MapPartitionedDStream的compute方法

   override def compute(validTime: Time): Option[RDD[U]] = {
      parent.getOrCompute(validTime).map(_.mapPartitions[U](mapPartFunc, preservePartitioning))
    }

eceiverInputDstream中的compute方法

   * Generates RDDs with blocks received by the receiver of this stream. 
   
        override def compute(validTime: Time): Option[RDD[T]] = {
          val blockRDD = {
  
        if (validTime < graph.startTime) {
          // If this is called for any time before the start time of the context,
          // then this returns an empty RDD. This may happen when recovering from a
          // driver failure without any write ahead log to recover pre-failure data.
          new BlockRDD[T](ssc.sc, Array.empty)
        } else {
        
        
          // Otherwise, ask the tracker for all the blocks that have been allocated to this stream
          // for this batch
          
          （主要从timeToAllocatedBlocks中取出数据）
          val receiverTracker = ssc.scheduler.receiverTracker                    <=点睛之笔
          val blockInfos = receiverTracker.getBlocksOfBatch(validTime).getOrElse(id, Seq.empty)    <=点睛之笔
  
          // Register the input blocks information into InputInfoTracker
          val inputInfo = StreamInputInfo(id, blockInfos.flatMap(_.numRecords).sum)
          ssc.scheduler.inputInfoTracker.reportInfo(validTime, inputInfo)
  
         （主要从timeToAllocatedBlocks中取出数据，构建RDD，方便后续调用链使用generatedRDDs）
          // Create the BlockRDD 
          createBlockRDD(validTime, blockInfos)                       <=点睛之笔                 
        }
      }
      Some(blockRDD)
    }

可见 allocateBlocksToBatch的作用就是为了把对应窗的Block放进timeToAllocatedBlocks。方便调用链使用。

2.3 第二步：graph.generateJobs

DStreamGraph的核心作用是注册了outputStreams，那么是什么时候注册的呢？
Action函数 print -> foreachRDD -> ForEachDStream -> register -> ssc.graph.addOutputStream(this)

DStreamGraph.generateJobs最终调用了 outputStream.generateJob(time)

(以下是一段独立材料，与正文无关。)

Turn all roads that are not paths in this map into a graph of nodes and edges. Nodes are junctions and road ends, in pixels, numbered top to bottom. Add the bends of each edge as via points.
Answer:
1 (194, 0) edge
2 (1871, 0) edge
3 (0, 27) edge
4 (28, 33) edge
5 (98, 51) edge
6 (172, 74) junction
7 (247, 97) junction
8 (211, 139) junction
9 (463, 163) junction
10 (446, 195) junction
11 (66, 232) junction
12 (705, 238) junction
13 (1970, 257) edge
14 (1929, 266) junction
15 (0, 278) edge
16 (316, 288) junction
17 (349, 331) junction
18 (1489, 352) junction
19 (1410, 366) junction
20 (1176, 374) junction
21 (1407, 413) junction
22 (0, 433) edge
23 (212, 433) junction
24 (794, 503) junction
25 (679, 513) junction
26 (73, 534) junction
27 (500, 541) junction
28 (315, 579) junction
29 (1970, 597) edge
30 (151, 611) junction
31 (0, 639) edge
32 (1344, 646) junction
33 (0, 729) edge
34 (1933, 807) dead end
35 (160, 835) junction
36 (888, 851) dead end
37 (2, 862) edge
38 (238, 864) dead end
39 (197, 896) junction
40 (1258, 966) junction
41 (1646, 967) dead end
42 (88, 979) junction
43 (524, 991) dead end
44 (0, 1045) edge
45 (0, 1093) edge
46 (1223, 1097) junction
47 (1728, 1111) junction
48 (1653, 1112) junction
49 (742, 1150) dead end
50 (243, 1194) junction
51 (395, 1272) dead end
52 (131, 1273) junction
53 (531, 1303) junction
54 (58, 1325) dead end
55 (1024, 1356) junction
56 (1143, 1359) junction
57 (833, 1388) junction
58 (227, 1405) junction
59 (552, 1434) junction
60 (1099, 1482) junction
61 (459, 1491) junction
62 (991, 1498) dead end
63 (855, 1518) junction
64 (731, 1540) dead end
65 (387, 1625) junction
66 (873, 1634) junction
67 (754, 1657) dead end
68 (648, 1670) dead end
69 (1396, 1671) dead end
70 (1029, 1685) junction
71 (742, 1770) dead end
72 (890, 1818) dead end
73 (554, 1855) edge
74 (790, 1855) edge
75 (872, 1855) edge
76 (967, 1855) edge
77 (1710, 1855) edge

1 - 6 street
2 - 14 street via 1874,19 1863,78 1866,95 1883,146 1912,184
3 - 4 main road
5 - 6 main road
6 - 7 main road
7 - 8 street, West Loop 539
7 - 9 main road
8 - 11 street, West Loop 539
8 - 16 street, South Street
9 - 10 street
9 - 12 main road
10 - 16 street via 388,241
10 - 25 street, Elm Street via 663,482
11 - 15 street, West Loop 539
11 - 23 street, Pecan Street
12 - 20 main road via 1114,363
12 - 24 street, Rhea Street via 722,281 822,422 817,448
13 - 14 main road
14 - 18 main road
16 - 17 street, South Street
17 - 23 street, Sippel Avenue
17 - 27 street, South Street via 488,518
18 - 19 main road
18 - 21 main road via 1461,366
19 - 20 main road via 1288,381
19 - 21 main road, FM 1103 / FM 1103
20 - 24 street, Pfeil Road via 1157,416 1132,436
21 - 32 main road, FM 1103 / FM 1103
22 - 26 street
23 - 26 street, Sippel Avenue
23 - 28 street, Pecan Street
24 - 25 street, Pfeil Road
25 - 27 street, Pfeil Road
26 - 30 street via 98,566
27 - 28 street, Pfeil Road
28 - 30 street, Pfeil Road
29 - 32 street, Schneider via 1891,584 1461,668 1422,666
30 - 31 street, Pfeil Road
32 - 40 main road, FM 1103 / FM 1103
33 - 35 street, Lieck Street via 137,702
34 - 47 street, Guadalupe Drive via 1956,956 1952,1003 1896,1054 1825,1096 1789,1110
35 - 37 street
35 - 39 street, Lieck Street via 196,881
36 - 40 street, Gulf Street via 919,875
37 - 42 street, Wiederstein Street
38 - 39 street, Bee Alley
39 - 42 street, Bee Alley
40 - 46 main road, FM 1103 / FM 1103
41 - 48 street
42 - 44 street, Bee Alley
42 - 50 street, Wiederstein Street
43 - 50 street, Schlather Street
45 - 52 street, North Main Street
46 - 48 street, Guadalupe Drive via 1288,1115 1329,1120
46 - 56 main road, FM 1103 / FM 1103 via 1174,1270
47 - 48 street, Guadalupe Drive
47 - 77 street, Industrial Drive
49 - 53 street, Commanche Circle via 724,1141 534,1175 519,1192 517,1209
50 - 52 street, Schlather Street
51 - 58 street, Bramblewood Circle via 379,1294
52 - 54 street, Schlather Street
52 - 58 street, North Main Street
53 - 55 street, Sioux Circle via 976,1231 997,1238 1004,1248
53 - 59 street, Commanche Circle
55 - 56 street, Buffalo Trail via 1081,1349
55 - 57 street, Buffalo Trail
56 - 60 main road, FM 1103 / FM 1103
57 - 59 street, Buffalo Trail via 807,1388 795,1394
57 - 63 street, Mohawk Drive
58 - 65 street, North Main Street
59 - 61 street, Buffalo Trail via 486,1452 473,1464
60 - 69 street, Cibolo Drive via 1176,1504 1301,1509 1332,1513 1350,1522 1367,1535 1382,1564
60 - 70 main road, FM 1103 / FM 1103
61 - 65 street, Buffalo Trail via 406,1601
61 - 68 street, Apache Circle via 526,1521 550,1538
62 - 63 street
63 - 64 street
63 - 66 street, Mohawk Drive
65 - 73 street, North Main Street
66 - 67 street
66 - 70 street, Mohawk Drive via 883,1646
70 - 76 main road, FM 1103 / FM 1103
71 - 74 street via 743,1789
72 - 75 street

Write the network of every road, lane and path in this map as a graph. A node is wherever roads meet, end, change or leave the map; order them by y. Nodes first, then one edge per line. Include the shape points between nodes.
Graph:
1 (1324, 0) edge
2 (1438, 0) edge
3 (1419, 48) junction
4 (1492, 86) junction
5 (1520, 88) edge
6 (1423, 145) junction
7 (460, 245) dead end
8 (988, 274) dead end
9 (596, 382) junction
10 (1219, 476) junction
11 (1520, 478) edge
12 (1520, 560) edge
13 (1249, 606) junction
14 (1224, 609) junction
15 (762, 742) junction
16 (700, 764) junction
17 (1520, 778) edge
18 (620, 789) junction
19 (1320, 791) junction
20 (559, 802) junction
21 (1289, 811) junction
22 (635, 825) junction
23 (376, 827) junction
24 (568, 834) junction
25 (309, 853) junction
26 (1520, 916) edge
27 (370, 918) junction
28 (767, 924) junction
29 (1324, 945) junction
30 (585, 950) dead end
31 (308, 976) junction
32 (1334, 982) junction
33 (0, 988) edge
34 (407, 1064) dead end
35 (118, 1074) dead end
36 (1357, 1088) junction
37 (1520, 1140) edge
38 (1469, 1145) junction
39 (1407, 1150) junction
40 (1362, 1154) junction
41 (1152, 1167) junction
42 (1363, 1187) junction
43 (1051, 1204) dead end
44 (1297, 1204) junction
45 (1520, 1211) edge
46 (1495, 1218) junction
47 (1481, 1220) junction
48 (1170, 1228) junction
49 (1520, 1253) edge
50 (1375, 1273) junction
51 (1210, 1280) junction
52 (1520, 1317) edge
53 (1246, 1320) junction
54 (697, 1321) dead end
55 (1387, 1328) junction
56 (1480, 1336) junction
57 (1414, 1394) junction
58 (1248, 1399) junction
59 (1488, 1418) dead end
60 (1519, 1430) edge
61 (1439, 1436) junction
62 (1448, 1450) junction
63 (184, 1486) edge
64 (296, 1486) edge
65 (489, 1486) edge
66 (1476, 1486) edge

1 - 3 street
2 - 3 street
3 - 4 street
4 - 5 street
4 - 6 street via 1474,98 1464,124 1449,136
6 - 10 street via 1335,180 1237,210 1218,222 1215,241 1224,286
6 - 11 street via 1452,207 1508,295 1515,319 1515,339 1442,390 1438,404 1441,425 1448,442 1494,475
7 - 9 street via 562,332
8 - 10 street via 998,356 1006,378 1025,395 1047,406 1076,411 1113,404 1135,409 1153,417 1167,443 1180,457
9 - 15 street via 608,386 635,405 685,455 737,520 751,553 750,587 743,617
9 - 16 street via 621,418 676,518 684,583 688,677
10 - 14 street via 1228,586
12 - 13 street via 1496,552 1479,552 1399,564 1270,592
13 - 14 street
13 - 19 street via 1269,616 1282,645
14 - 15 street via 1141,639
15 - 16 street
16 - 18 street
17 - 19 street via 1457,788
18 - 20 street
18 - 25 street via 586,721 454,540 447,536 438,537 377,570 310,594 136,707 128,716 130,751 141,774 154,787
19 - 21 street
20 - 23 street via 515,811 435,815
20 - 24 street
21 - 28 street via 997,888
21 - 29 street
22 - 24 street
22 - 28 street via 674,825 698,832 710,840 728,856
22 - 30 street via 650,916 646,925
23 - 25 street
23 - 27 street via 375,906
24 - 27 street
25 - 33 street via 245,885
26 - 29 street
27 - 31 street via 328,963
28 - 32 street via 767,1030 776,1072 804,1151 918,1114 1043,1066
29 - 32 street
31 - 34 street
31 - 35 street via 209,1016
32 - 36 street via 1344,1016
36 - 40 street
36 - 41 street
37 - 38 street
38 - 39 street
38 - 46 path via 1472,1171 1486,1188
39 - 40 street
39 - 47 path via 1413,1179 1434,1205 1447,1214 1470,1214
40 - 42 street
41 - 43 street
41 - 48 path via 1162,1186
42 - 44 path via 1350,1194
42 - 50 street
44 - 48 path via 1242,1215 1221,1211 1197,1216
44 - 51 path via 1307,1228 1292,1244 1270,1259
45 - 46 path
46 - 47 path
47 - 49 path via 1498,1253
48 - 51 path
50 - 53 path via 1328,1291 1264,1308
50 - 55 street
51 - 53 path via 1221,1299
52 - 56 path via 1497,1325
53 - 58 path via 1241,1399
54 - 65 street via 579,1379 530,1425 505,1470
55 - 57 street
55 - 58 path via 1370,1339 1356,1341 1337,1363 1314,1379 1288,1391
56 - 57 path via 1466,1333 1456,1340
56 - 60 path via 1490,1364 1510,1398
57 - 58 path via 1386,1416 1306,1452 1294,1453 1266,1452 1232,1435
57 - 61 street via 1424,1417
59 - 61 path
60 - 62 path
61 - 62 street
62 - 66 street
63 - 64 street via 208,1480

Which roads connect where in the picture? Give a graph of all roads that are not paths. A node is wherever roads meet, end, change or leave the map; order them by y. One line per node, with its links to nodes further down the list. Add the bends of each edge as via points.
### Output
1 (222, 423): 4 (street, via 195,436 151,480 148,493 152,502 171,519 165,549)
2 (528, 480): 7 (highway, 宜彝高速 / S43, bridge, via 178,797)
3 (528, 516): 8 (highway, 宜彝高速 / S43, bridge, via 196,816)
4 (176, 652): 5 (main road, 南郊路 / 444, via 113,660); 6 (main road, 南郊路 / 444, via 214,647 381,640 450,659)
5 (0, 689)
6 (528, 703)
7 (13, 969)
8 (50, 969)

  private val inputStreams = new ArrayBuffer[InputDStream[_]]()
  private val outputStreams = new ArrayBuffer[DStream[_]]()
 
  def generateJobs(time: Time): Seq[Job] = {
     logDebug("Generating jobs for time " + time)
     val jobs = this.synchronized {
       outputStreams.flatMap { outputStream =>
         val jobOption = outputStream.generateJob(time)
         jobOption.foreach(_.setCallSite(outputStream.creationSite))
         jobOption
       }
     }
     logDebug("Generated " + jobs.length + " jobs for time " + time)
     jobs
   }

outputStream.generateJob定义了jobFunc，生成new Job(time, jobFunc)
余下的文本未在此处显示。